次の実験。やはり2人でペアを組んでもらいます。決定権はあなたにあります。あなたは次のAという店とBという店のどちらの店で働きますか。
A店:あなたに1,000円、相手にも1,000円支払う。
B店:あなたに980円、相手に700円支払う。
日本人はB店を選ぶ割合が高い、という結果が出るそうです。

ここから日本人の行動特性を導くと次のようになるのではないでしょうか。
まず日本人は、独裁者になりたがらない、という点。独裁者になり、自分が勝手に分けることには責任が伴います。日本人は責任をとりたがらない、ということです。第2の実験でB店を選ぶということは「相手の不幸を喜ぶ」ということに通じます。意地悪な日本人。あまり言われたくない性格です。

このような各種の実験から、日本人はアメリカ人のように「私は私。相手は相手」とは考えず、常に回りの目を気にしながら意思決定する。つまり「自立心に乏しい」「自己責任で行動するのを嫌がる」「用心深く自己防衛的」というのが日本人の特性として浮かび上がるようです。ここから、このところしばしば指摘される日本社会の「同調圧力」、つまり日本の社会には多数派の意見や行動に従わざるを得ない空気があるということも説明できると思います。
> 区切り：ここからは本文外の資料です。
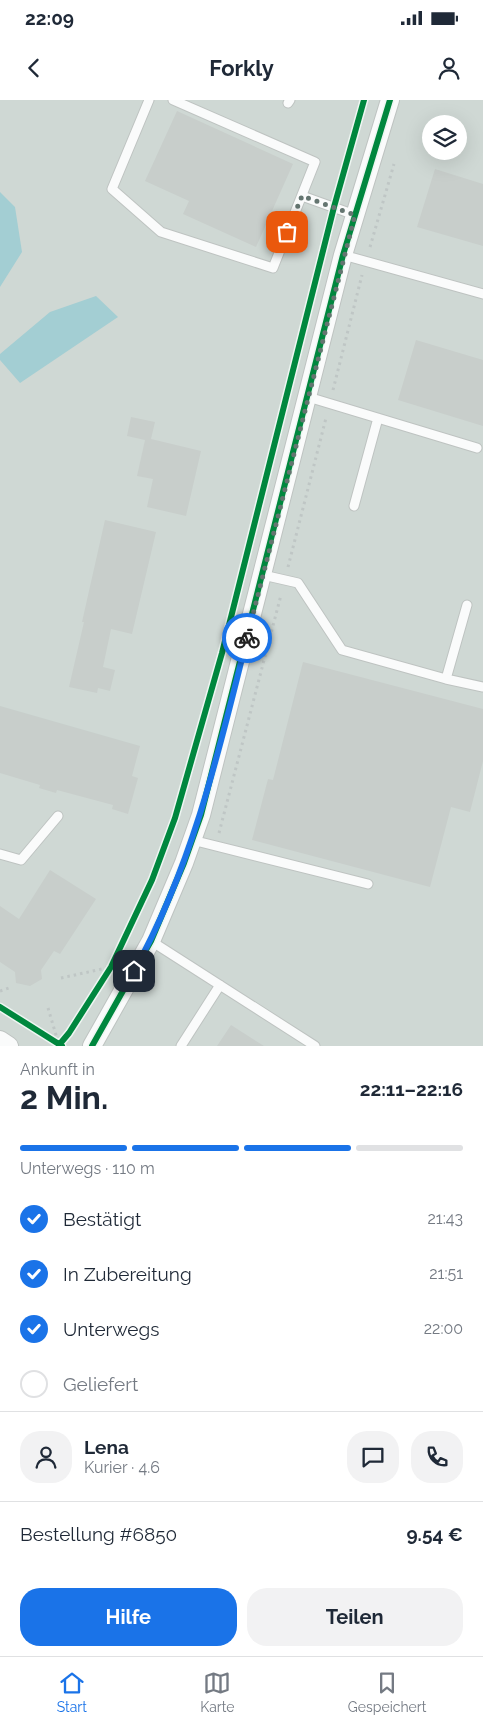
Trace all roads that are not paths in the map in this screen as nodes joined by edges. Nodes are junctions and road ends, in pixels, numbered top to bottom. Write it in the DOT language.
graph roads {
  1 [pos="149,100"];
  2 [pos="173,100"];
  3 [pos="390,100"];
  4 [pos="302,196"];
  5 [pos="355,215"];
  6 [pos="343,255"];
  7 [pos="483,294"];
  8 [pos="308,397"];
  9 [pos="378,418"];
  10 [pos="477,448"];
  11 [pos="354,506"];
  12 [pos="263,575"];
  13 [pos="467,605"];
  14 [pos="446,679"];
  15 [pos="483,687"];
  16 [pos="58,816"];
  17 [pos="192,840"];
  18 [pos="0,854"];
  19 [pos="368,884"];
  20 [pos="151,941"];
  21 [pos="220,985"];
  22 [pos="0,1040"];
  23 [pos="9,1046"];
  24 [pos="92,1046"];
  25 [pos="181,1046"];
  26 [pos="315,1046"];
  1 -- 4 [label="lane"];
  2 -- 4 [label="lane"];
  3 -- 5 [label="street"];
  4 -- 5 [label="lane"];
  5 -- 6 [label="street"];
  6 -- 7 [label="lane"];
  6 -- 8 [label="street"];
  8 -- 9 [label="lane"];
  8 -- 12 [label="street"];
  9 -- 10 [label="lane"];
  9 -- 11 [label="lane"];
  12 -- 14 [label="lane"];
  12 -- 17 [label="street"];
  13 -- 14 [label="lane"];
  14 -- 15 [label="lane"];
  16 -- 18 [label="lane"];
  17 -- 19 [label="lane"];
  17 -- 20 [label="street"];
  20 -- 21 [label="lane"];
  20 -- 24 [label="street"];
  21 -- 25 [label="lane"];
  21 -- 26 [label="lane"];
  22 -- 23 [label="street"];
}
つい最近、大分県の地方裁判所が、同県宇佐市にUターンした男性が、集落の住民から「村八分」の扱いを受けたとして集落の区長など責任者に慰謝料を請求した訴訟で、賠償を命ずる判決を言い渡したと報じられました。仲間と異なる行動をとったり、意見を述べたりする人を異端者として排除する、というのはまさに日本人の特性で説明できそうです。

もう一つ。SNSで根拠のない誹謗中傷が繰り返され、ついに対象となった人物が自殺するという事件がありました。匿名で言いたい放題、というのは実に陰湿で卑怯な行為です。他人の足を引っ張る、出る杭をたたく、典型例といえましょう。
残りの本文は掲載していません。